» INSTRUCTIONS TO FOLLOW: Extract each line from the entries below that has the string "Moro" in it.

[Stored data entries]
■ ■ ■ ■

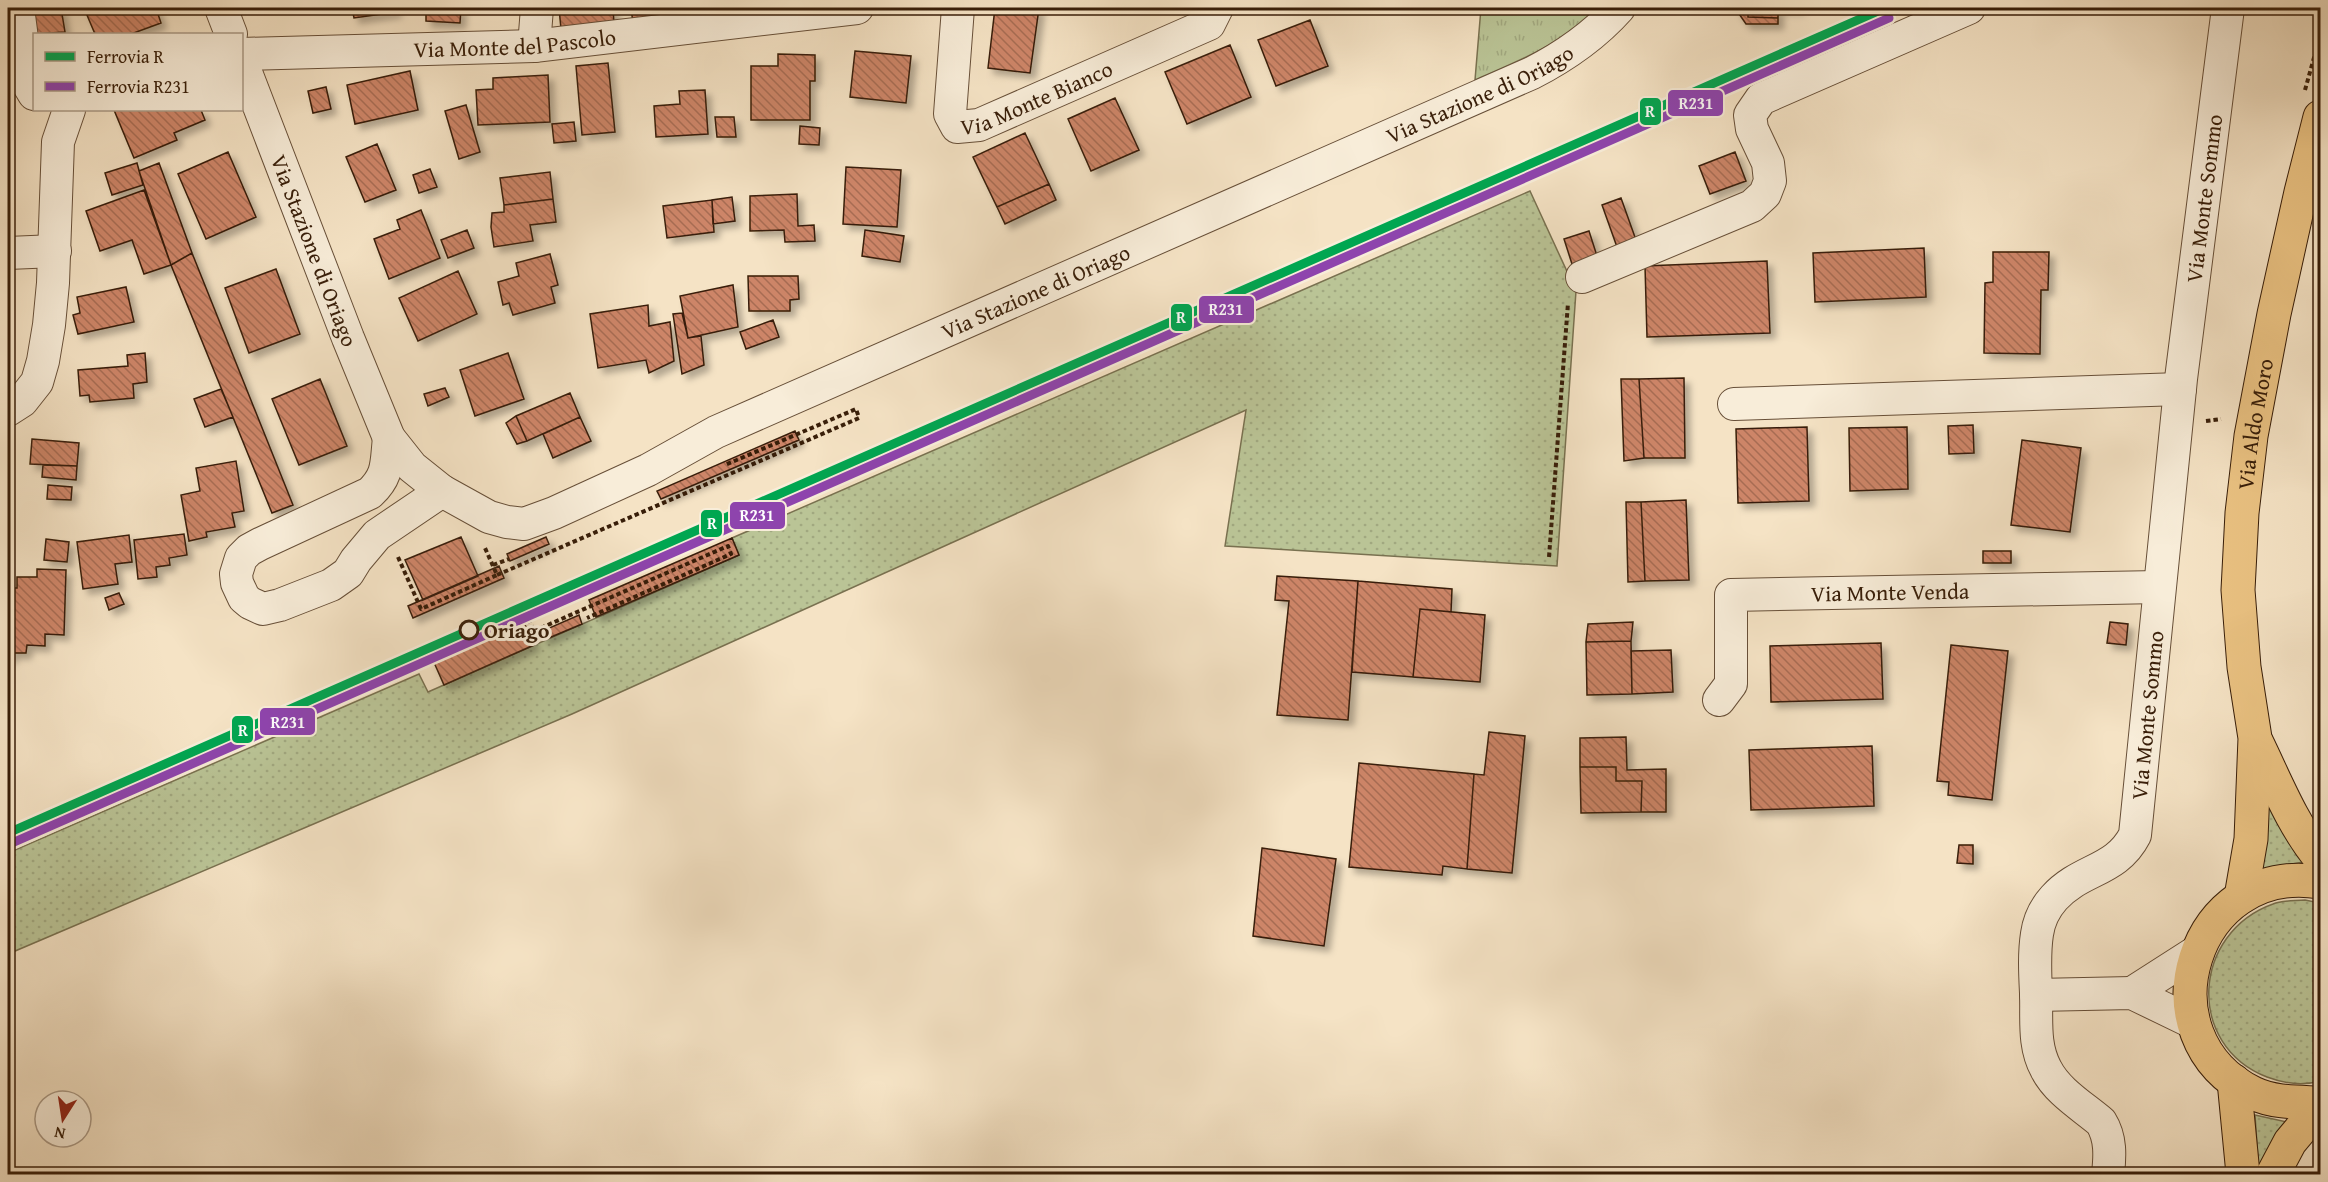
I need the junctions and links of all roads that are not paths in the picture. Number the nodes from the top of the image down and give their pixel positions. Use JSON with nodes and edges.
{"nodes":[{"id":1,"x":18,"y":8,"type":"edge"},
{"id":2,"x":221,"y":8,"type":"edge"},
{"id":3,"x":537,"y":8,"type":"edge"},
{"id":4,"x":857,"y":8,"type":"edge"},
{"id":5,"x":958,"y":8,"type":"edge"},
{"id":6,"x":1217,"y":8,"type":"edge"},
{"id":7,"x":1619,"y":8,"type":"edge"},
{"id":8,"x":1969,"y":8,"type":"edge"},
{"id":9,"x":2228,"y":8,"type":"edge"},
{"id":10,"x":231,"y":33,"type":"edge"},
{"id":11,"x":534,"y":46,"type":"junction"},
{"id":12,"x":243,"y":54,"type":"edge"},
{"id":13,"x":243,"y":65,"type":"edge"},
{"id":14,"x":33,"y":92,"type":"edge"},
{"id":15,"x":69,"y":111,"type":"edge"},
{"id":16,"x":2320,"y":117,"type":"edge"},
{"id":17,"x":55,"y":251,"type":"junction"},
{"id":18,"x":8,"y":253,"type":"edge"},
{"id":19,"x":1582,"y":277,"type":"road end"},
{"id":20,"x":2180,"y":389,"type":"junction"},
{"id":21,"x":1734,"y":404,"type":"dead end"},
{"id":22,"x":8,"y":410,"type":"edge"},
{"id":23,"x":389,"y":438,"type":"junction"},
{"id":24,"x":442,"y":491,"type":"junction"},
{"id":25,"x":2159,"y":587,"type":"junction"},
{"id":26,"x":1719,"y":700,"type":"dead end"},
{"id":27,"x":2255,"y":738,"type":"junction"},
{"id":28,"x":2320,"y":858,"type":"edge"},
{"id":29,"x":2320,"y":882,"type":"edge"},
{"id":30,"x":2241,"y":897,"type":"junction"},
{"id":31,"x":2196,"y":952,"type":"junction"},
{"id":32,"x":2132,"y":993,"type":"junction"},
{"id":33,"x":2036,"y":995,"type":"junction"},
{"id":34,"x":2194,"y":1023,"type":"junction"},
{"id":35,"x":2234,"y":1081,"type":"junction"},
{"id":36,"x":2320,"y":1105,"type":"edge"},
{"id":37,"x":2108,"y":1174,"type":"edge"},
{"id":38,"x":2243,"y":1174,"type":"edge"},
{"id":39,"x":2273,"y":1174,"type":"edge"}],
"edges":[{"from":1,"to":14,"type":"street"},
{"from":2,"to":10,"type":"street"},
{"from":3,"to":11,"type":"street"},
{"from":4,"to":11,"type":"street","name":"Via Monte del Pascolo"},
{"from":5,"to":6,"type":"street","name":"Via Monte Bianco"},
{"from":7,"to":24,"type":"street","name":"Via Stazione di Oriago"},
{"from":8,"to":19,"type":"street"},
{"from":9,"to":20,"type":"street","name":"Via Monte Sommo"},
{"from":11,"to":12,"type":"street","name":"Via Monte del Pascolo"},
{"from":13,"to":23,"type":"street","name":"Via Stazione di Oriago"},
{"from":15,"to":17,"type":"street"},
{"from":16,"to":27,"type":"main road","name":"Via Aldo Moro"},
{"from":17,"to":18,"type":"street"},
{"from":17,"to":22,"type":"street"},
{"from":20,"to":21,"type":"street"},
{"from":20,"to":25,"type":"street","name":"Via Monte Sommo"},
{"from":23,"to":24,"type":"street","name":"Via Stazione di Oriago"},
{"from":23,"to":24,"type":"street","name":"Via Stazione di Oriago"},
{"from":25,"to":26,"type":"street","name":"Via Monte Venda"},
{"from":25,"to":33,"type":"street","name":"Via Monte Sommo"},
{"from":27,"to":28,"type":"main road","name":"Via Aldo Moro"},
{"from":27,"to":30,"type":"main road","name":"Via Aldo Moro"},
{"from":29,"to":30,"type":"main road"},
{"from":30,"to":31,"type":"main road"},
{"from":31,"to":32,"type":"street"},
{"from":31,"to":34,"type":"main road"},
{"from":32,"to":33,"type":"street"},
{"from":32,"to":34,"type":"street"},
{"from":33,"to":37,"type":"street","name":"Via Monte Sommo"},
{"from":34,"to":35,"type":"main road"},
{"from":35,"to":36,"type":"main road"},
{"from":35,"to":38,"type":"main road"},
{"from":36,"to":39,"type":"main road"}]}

■ ■ ■ ■

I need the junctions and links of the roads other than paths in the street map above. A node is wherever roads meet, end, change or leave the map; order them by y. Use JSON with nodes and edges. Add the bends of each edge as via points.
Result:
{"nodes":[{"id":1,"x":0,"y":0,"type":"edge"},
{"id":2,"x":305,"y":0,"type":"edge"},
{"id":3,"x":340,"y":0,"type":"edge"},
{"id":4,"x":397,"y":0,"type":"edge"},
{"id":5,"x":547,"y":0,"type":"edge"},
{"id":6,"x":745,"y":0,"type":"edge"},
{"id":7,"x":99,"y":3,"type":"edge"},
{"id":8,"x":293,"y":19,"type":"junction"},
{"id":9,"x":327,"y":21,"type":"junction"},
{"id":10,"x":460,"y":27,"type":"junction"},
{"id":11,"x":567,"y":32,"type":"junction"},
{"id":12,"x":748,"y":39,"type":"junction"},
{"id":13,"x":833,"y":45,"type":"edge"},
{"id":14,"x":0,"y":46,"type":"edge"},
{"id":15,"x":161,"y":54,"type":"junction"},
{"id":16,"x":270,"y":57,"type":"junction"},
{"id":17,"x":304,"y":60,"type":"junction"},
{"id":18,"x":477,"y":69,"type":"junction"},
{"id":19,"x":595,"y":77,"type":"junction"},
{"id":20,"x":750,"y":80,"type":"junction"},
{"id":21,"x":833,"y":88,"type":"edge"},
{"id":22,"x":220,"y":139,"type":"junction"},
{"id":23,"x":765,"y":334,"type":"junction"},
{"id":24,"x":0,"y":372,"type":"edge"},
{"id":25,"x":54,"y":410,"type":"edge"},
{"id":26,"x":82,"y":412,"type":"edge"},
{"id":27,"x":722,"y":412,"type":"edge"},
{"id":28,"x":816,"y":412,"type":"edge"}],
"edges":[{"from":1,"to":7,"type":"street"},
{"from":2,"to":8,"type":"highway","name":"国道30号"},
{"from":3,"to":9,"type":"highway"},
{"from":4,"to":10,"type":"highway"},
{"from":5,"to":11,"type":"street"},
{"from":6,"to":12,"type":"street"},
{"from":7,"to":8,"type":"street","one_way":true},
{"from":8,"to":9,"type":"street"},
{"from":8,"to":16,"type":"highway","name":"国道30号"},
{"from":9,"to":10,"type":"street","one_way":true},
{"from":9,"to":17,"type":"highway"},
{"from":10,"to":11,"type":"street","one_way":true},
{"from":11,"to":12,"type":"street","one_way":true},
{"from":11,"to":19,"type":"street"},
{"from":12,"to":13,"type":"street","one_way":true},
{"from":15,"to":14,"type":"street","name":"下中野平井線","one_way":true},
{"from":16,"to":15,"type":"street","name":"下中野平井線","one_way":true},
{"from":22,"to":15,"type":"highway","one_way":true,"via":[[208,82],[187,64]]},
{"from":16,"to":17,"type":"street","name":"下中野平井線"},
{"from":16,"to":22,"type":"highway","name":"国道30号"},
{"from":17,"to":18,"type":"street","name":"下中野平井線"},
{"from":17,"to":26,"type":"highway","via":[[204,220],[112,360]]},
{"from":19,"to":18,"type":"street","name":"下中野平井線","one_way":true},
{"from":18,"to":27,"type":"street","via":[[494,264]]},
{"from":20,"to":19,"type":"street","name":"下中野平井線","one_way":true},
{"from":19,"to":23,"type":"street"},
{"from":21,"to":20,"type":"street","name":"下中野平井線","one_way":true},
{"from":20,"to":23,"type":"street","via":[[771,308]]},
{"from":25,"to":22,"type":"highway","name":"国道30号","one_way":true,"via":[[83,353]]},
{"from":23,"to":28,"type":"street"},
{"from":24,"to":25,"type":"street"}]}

■ ■ ■ ■

» WRITTEN RESPONSE:
{"from":16,"to":27,"type":"main road","name":"Via Aldo Moro"},
{"from":27,"to":28,"type":"main road","name":"Via Aldo Moro"},
{"from":27,"to":30,"type":"main road","name":"Via Aldo Moro"},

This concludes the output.